**HOW TO COMPLETE THIS TASK**: Show every line below where "road" appears.

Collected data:
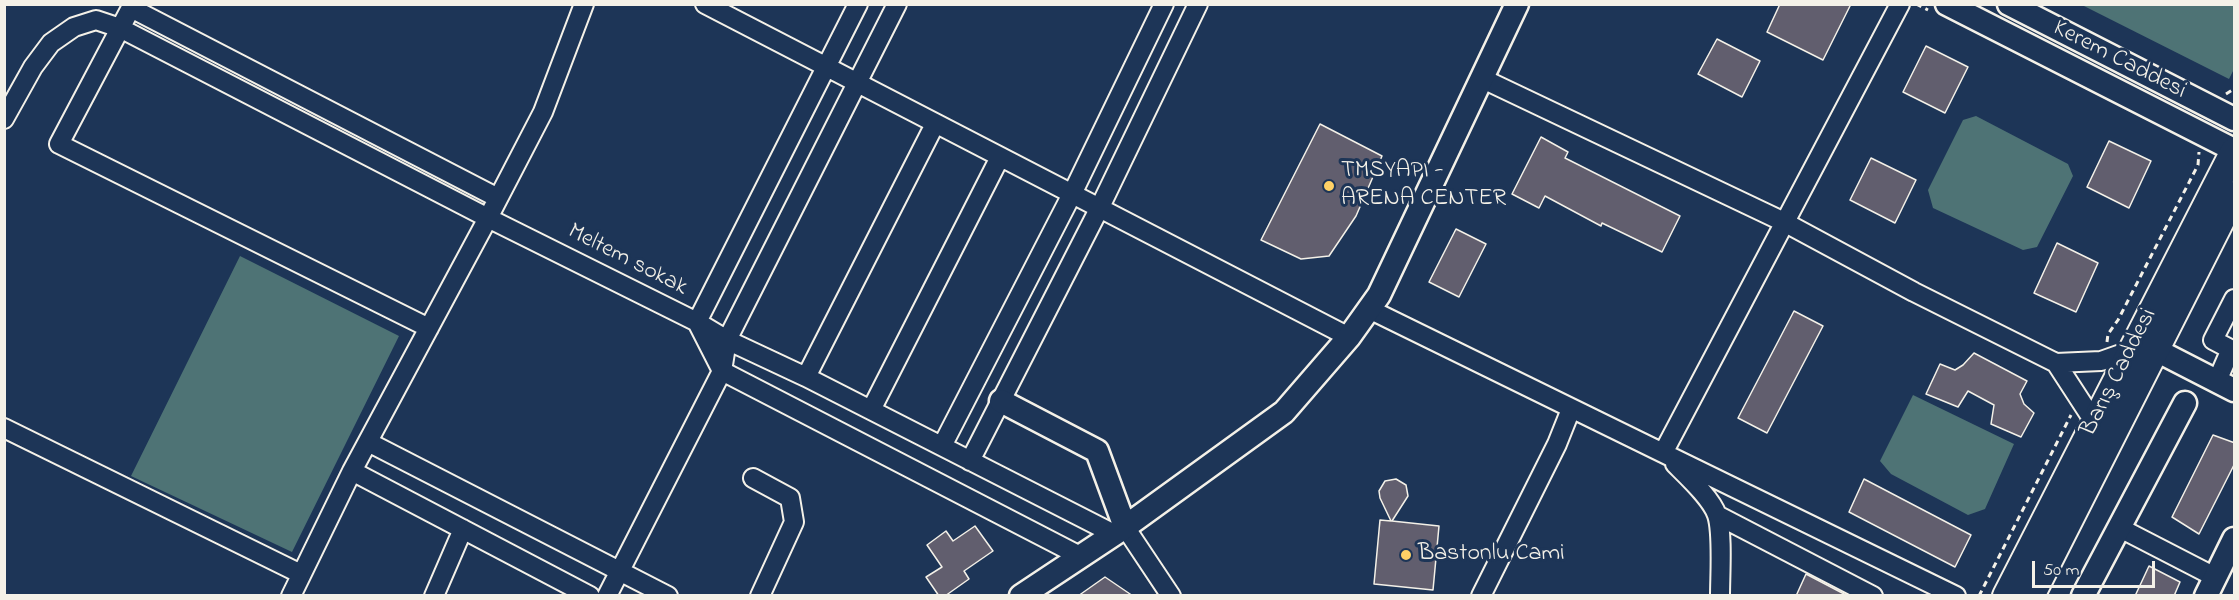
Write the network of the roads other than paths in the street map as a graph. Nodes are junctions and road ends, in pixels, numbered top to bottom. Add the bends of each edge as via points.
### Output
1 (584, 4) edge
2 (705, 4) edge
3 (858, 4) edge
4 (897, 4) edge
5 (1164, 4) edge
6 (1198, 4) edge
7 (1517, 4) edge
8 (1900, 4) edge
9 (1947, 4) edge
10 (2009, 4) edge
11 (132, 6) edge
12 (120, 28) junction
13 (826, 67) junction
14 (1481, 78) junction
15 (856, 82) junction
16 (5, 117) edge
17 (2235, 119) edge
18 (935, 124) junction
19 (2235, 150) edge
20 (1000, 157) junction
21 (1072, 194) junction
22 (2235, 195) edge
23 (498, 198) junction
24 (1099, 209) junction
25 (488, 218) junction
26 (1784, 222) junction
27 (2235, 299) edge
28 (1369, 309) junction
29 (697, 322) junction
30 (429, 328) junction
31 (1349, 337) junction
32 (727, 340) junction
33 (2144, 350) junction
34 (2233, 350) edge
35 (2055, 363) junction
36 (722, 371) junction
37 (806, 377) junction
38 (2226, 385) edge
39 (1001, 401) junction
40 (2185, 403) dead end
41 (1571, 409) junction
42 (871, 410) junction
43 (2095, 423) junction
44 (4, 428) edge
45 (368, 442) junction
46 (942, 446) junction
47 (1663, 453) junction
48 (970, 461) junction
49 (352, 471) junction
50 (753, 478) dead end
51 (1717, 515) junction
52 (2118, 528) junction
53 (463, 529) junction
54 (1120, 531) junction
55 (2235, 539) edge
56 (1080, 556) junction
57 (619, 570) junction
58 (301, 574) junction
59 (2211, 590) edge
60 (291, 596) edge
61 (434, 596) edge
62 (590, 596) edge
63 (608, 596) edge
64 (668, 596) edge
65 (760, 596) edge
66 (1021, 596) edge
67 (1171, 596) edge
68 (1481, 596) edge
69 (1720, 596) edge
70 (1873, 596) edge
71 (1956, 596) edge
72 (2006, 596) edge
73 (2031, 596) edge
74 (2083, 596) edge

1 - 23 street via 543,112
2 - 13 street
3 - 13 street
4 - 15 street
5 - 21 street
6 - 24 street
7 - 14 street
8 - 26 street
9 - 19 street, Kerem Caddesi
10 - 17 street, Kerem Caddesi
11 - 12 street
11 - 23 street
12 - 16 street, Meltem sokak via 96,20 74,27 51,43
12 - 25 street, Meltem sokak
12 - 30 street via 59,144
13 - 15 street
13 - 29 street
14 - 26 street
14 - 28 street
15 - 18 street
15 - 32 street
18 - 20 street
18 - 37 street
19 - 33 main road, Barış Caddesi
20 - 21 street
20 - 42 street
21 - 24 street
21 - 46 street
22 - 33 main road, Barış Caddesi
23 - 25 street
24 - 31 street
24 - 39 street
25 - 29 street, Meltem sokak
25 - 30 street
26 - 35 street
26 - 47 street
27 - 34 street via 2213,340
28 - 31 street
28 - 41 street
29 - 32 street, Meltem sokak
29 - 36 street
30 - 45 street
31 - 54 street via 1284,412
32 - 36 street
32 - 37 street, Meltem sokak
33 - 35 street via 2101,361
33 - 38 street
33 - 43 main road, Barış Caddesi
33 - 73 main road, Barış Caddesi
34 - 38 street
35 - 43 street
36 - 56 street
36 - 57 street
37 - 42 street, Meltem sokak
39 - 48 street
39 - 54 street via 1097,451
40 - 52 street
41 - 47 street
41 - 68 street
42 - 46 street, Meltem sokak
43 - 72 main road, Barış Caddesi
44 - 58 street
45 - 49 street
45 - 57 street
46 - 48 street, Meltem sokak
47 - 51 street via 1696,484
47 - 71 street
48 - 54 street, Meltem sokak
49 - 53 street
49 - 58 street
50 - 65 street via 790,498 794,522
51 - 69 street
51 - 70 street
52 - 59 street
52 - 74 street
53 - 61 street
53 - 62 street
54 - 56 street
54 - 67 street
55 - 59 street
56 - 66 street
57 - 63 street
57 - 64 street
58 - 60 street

**ANSWER SPACE**:
Write the network of the roads other than paths in the street map as a graph. Nodes are junctions and road ends, in pixels, numbered top to bottom. Add the bends of each edge as via points.
19 - 33 main road, Barış Caddesi
22 - 33 main road, Barış Caddesi
33 - 43 main road, Barış Caddesi
33 - 73 main road, Barış Caddesi
43 - 72 main road, Barış Caddesi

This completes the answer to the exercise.